**TASK DIRECTIONS**
From the listing below, copy each line that contains the word "weight".

**DATA EXCERPTS**
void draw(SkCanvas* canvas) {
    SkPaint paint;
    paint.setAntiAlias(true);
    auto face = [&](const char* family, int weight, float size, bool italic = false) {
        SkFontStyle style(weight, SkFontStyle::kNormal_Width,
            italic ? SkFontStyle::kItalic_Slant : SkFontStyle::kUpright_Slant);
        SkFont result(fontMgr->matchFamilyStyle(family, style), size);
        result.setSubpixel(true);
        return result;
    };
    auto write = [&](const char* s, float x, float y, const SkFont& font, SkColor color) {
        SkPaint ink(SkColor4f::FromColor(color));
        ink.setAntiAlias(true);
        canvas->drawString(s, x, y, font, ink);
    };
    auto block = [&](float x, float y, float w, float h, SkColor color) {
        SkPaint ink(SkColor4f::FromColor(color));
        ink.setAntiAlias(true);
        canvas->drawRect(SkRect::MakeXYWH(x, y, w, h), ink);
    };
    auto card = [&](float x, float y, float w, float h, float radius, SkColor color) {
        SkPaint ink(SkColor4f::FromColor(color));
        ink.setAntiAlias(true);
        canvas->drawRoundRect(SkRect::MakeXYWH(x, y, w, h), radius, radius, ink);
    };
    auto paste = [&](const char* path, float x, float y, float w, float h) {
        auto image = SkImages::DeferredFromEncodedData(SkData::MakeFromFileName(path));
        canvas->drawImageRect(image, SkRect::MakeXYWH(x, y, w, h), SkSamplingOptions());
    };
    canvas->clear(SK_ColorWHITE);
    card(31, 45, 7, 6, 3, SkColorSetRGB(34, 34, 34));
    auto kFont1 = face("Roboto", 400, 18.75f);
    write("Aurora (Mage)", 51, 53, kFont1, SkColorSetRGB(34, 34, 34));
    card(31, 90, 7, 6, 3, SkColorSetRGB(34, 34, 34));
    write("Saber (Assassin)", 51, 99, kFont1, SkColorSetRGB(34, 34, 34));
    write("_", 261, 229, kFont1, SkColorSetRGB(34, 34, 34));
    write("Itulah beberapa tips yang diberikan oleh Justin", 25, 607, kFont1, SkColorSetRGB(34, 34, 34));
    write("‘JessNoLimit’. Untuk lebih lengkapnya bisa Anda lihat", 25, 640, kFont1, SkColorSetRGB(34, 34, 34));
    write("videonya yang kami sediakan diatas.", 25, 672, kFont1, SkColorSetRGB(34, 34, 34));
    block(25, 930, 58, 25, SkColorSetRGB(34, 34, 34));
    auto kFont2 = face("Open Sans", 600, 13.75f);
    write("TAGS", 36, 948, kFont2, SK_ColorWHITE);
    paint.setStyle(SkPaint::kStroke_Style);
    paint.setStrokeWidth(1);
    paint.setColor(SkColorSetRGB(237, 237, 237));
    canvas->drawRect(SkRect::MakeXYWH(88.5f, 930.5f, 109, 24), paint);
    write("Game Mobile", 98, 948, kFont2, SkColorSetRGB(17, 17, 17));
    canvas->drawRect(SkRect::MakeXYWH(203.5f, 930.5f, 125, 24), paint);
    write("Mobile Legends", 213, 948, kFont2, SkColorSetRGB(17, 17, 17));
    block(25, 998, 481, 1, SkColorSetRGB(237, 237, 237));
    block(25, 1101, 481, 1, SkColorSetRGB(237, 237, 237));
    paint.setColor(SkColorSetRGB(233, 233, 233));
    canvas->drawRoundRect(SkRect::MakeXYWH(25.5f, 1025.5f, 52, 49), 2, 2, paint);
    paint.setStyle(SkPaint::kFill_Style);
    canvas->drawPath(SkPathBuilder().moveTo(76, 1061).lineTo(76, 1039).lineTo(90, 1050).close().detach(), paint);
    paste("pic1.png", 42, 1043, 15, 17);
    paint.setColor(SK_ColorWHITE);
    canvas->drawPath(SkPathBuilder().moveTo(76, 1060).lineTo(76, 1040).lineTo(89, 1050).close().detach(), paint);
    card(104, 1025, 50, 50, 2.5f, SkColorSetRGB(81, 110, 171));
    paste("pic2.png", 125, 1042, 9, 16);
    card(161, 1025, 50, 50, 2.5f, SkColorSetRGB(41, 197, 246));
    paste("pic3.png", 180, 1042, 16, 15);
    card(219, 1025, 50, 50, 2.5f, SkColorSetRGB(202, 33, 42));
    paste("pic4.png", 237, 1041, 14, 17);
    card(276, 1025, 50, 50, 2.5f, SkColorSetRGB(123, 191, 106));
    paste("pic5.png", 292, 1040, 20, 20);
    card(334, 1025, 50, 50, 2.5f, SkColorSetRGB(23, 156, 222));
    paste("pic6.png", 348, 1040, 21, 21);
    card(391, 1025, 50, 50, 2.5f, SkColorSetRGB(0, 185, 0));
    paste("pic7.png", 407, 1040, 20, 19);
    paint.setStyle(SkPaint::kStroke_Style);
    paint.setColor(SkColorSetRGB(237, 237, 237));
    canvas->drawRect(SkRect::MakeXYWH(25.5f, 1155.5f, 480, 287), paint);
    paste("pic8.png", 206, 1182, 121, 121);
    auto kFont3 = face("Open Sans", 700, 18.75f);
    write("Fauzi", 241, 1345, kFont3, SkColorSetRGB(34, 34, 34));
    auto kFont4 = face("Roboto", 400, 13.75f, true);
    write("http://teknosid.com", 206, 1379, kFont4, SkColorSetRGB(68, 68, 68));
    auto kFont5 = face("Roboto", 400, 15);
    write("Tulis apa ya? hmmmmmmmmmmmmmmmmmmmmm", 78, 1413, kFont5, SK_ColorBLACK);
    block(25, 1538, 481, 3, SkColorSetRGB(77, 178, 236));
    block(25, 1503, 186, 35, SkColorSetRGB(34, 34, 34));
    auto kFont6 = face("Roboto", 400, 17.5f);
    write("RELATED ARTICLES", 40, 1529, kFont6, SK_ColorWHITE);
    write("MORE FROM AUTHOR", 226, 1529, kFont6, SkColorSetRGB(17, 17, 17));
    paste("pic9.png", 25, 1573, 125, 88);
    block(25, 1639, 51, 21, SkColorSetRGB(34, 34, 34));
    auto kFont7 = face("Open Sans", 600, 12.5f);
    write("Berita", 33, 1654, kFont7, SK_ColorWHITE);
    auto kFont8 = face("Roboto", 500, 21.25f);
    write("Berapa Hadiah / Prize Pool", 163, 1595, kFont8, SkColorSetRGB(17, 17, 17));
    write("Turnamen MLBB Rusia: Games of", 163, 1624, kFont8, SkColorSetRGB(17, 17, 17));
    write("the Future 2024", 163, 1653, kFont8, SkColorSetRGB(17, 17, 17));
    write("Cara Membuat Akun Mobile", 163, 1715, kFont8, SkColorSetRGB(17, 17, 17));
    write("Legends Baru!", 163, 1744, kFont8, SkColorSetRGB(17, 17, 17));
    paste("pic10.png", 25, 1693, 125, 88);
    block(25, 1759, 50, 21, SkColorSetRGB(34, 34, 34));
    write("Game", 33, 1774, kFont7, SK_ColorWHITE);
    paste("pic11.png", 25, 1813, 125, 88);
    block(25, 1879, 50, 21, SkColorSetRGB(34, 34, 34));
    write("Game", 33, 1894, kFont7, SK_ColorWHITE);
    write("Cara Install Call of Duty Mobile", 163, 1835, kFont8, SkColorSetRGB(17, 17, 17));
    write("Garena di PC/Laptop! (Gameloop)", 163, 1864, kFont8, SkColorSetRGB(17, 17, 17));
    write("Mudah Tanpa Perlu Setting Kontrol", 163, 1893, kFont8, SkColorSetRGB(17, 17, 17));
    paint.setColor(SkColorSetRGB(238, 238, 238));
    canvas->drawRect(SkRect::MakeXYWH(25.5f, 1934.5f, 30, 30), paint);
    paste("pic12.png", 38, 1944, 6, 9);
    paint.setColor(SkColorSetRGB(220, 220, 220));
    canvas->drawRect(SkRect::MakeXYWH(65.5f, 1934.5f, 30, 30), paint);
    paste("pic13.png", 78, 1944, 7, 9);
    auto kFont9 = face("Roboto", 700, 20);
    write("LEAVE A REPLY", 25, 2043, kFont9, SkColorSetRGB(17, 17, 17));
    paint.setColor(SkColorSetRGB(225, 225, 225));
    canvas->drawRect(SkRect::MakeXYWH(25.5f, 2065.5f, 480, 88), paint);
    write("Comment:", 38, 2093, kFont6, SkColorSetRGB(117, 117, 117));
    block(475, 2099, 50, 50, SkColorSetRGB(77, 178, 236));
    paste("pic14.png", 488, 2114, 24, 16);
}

**SOLUTION FOR THIS EXERCISE**
    auto face = [&](const char* family, int weight, float size, bool italic = false) {
        SkFontStyle style(weight, SkFontStyle::kNormal_Width,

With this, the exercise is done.